Marcada por suas origens européias, a cultura política negra moderna sempre esteve mais interessada na relação de identidade com as raízes e o enraizamento do que em ver a identidade como um processo de movimento e mediação [...]. (p. 65)

Resumindo graficamente a radicalidade desta perspectiva, África e Europa aparecem imbricadas e indistintas no mapa que ilustra a capa do livro.

O autor escreve de um ponto de vista a um mesmo tempo negro e inglês e, por isso, escolhe como interlocutores preferenciais - tentando marcar-lhes as limitações - o nacionalismo cultural britânico e o absolutismo étnico do pensamento africano-americano.

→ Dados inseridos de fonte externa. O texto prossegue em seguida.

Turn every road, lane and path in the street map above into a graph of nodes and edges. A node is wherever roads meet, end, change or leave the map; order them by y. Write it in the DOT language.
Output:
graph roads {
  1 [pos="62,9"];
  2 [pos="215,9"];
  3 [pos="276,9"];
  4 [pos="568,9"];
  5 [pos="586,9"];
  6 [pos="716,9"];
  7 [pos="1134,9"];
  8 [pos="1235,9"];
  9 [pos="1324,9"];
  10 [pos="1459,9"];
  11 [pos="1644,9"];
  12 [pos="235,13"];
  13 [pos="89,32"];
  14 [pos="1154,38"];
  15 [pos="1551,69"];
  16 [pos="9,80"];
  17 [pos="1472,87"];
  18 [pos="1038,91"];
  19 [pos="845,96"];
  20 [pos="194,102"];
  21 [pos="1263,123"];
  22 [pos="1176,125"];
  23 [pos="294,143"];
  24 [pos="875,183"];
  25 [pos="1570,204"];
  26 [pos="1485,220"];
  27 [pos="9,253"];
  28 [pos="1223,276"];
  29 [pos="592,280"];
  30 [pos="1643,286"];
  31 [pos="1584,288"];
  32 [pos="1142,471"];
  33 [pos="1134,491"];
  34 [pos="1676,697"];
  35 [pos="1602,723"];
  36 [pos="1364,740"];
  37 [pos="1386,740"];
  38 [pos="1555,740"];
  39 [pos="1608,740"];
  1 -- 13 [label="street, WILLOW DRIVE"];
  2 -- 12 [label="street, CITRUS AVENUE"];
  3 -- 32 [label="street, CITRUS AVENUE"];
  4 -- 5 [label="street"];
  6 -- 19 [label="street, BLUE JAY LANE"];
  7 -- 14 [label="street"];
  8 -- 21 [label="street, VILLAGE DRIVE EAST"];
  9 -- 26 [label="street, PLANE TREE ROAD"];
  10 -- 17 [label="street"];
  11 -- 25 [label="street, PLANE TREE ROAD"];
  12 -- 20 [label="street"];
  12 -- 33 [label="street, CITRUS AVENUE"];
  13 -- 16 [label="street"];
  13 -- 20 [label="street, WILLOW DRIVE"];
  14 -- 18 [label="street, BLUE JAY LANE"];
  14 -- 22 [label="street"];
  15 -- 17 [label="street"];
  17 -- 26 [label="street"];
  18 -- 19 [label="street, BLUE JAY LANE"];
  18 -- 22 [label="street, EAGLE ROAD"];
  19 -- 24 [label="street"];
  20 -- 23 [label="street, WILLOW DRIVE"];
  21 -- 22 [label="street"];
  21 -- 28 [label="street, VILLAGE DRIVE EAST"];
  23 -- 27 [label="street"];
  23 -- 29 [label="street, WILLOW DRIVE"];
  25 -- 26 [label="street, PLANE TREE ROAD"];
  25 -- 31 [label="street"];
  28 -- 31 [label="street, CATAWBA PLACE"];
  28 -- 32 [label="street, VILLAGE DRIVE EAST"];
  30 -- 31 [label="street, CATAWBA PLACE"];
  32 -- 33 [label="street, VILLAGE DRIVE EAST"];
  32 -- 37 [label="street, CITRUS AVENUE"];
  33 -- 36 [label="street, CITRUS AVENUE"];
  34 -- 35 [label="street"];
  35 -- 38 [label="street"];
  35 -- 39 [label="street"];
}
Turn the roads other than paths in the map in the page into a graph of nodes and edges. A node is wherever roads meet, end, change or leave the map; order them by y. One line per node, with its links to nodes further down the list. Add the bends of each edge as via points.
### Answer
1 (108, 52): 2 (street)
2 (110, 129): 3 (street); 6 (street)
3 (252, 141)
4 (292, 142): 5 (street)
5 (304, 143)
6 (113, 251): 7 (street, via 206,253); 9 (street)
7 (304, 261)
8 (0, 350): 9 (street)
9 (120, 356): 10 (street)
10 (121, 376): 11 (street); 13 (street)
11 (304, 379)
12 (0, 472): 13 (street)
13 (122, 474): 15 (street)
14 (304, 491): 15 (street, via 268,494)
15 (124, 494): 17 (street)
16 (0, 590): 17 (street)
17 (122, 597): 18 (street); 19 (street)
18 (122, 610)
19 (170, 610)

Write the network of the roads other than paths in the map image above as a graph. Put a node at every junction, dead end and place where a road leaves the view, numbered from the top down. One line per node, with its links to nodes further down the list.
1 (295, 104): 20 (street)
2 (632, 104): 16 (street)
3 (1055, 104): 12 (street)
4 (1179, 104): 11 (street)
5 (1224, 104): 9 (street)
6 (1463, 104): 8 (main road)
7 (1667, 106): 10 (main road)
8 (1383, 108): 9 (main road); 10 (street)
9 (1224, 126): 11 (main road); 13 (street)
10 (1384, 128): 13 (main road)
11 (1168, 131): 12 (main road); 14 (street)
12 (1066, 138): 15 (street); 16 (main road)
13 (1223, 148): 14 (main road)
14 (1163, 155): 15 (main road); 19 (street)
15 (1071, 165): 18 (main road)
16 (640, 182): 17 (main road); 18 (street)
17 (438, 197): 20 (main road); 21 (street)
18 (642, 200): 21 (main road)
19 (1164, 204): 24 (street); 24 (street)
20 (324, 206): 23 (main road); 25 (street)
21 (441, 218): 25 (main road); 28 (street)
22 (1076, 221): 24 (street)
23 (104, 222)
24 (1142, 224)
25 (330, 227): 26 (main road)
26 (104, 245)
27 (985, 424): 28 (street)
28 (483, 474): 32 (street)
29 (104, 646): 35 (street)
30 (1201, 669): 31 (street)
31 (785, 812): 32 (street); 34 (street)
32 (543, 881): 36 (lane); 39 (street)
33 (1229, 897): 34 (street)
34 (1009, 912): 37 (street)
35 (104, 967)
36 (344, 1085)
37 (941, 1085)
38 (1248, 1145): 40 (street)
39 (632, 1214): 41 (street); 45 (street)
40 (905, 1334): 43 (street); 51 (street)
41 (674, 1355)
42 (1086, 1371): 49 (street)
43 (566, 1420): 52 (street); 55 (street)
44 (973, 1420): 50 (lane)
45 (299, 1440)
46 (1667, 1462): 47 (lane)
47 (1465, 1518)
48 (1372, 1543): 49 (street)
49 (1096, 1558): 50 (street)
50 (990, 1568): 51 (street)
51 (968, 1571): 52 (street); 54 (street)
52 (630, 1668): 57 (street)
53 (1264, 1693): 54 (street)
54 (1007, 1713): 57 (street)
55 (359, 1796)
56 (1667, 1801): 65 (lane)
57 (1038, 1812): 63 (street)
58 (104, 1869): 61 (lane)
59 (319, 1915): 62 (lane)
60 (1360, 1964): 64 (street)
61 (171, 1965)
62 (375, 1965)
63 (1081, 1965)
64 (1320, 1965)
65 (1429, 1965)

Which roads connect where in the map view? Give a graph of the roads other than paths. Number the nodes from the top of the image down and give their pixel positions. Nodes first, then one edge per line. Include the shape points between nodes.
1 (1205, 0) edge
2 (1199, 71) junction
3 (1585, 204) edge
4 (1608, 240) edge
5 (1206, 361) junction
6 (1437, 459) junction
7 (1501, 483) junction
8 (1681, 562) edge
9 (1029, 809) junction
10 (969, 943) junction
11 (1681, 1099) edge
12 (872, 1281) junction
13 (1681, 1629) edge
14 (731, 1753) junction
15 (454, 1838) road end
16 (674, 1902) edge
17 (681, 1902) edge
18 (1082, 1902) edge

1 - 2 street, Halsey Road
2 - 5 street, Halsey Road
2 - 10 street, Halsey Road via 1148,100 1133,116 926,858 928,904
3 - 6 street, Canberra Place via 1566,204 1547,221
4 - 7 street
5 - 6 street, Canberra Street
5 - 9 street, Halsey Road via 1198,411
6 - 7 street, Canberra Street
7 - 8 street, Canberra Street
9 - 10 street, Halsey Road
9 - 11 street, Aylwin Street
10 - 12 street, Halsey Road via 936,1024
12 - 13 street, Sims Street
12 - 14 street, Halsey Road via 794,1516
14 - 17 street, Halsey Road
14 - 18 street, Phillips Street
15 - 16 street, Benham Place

Um de seus principais esforços, especialmente no primeiro ensaio do livro, está em mostrar as múltiplas interconexões das experiências da classe trabalhadora inglesa e dos negros americanos, quando tomadas em perspectiva atlântica.

Em oposição às abordagens nacionalistas ou etnicamente absolutas [da cultura], quero desenvolver a sugestão de que os historiadores culturais poderiam assumir o Atlântico como uma unidade de análise única e complexa em suas discussões do mundo moderno e utilizá-la para produzir uma perspectiva explicitamente transnacional e intercultural. (p. 57)

Assumindo radicalmente a perspectiva de Linebaugh em seu famoso e polêmico artigo "Atlantic Mountains" (traduzido no Brasil como "Todas as Montanhas Atlânticas Estremeceram", Revista Brasileira de História, nº 6, 1983), Gilroy considera que "o navio [continua] a ser talvez o mais importante canal de comunicação pan-africana antes do aparecimento do disco long-play". (p. 54)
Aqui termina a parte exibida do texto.